* What the task requires
Report all lines of the data below that hold the word "Rataja".

* Data extracted from a collection
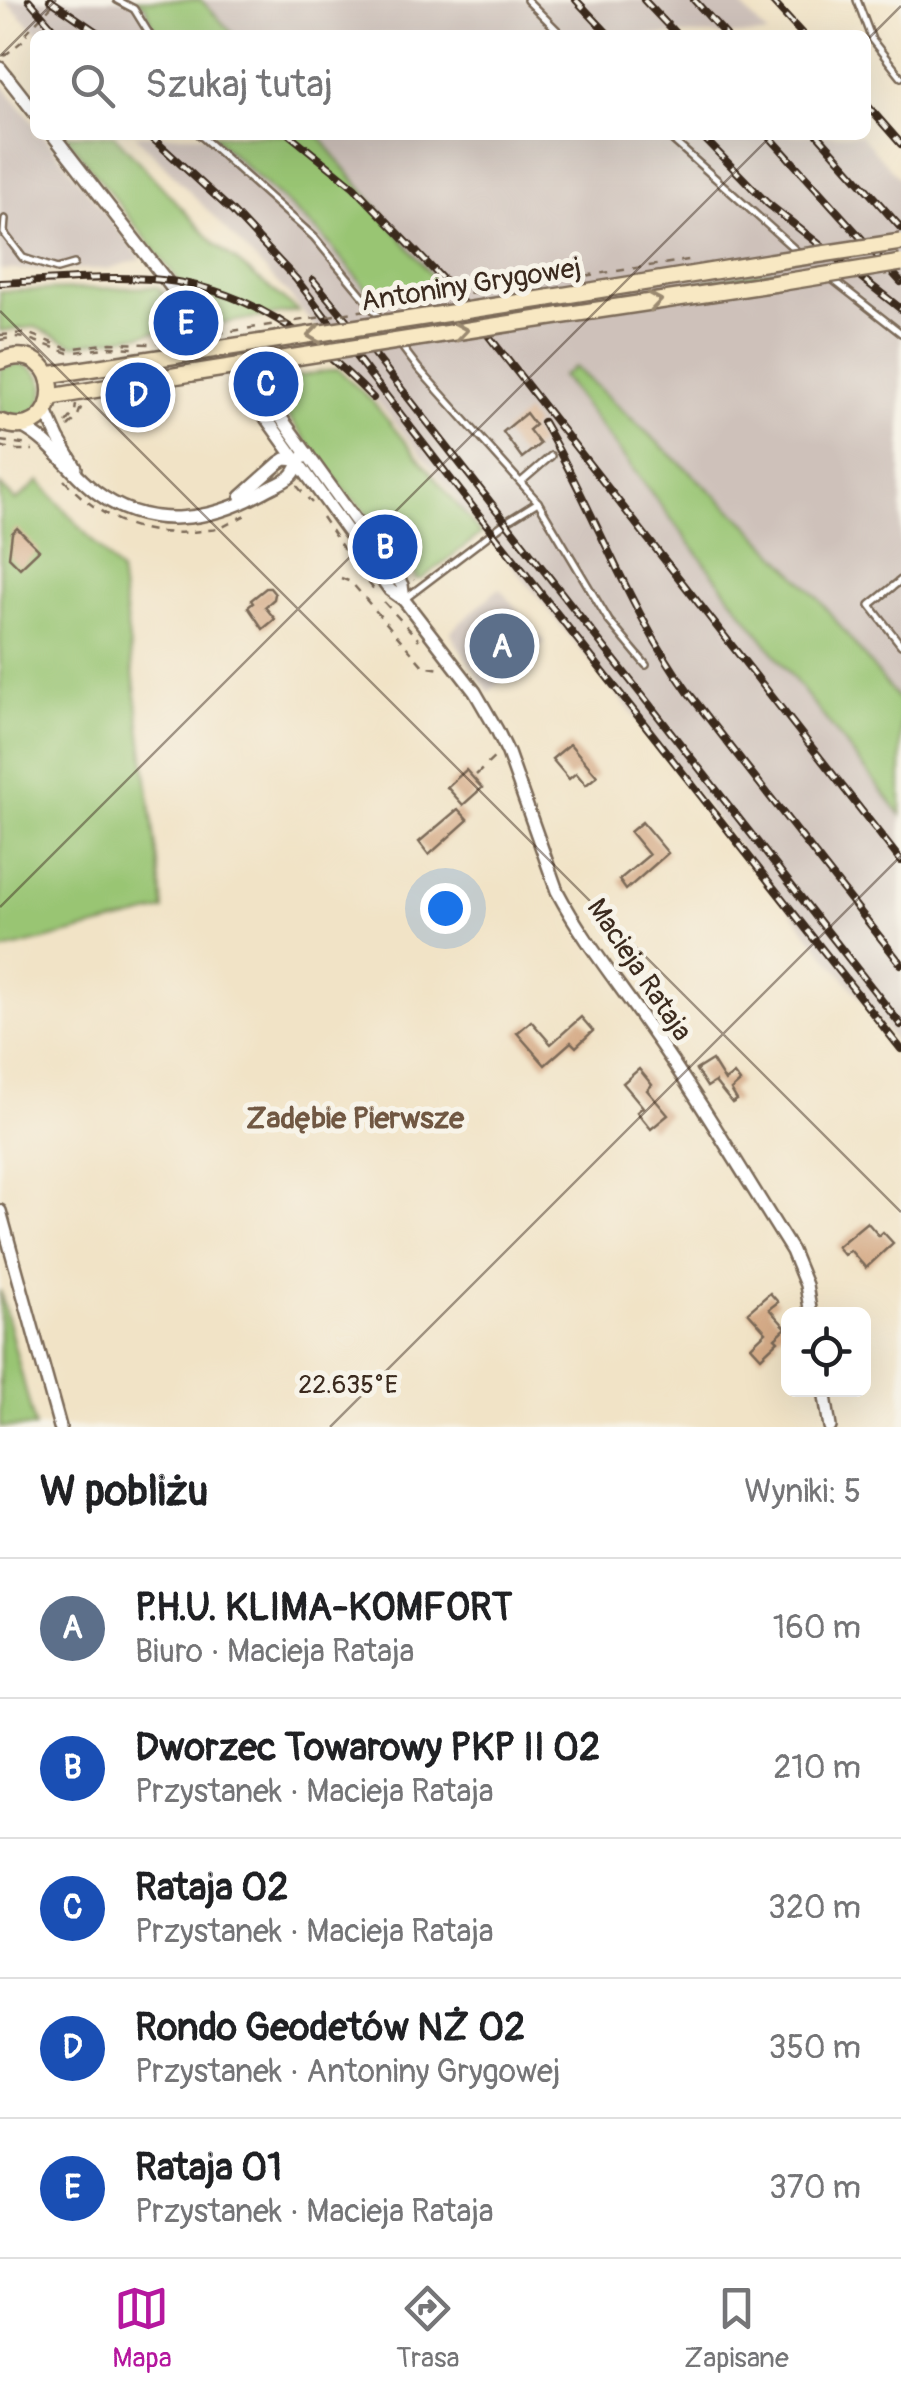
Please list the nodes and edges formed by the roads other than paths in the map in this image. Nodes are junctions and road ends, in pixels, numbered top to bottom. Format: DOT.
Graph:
graph roads {
  1 [pos="118,0"];
  2 [pos="526,0"];
  3 [pos="857,0"];
  4 [pos="147,30"];
  5 [pos="557,30"];
  6 [pos="868,30"];
  7 [pos="871,37"];
  8 [pos="0,68"];
  9 [pos="901,77"];
  10 [pos="30,107"];
  11 [pos="57,140"];
  12 [pos="206,140"];
  13 [pos="673,140"];
  14 [pos="5,218"];
  15 [pos="901,242"];
  16 [pos="901,263"];
  17 [pos="74,264"];
  18 [pos="901,332"];
  19 [pos="0,361"];
  20 [pos="48,374"];
  21 [pos="49,404"];
  22 [pos="0,422"];
  23 [pos="21,426"];
  24 [pos="550,456"];
  25 [pos="302,457"];
  26 [pos="520,482"];
  27 [pos="87,484"];
  28 [pos="538,502"];
  29 [pos="901,580"];
  30 [pos="404,600"];
  31 [pos="901,645"];
  32 [pos="646,665"];
  33 [pos="0,1211"];
  34 [pos="810,1307"];
  35 [pos="825,1397"];
  36 [pos="60,1427"];
  37 [pos="830,1427"];
  1 -- 4 [label="lane"];
  2 -- 5 [label="lane"];
  3 -- 6 [label="lane"];
  7 -- 9 [label="lane"];
  8 -- 10 [label="street"];
  11 -- 25 [label="street, Macieja Rataja"];
  12 -- 26 [label="lane"];
  13 -- 18 [label="lane"];
  14 -- 17 [label="lane"];
  15 -- 20 [label="street, Antoniny Grygowej, one-way, bridge"];
  21 -- 16 [label="street, Antoniny Grygowej, one-way, bridge"];
  19 -- 20 [label="street"];
  20 -- 21 [label="street"];
  21 -- 23 [label="street"];
  21 -- 27 [label="street"];
  22 -- 23 [label="street"];
  23 -- 27 [label="street"];
  24 -- 26 [label="lane"];
  25 -- 27 [label="street"];
  25 -- 30 [label="street, Macieja Rataja"];
  26 -- 28 [label="lane"];
  28 -- 30 [label="lane"];
  28 -- 32 [label="lane"];
  29 -- 31 [label="lane"];
  30 -- 34 [label="street, Macieja Rataja"];
  33 -- 36 [label="street"];
  35 -- 37 [label="street"];
}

* Solution to the problem
  11 -- 25 [label="street, Macieja Rataja"];
  25 -- 30 [label="street, Macieja Rataja"];
  30 -- 34 [label="street, Macieja Rataja"];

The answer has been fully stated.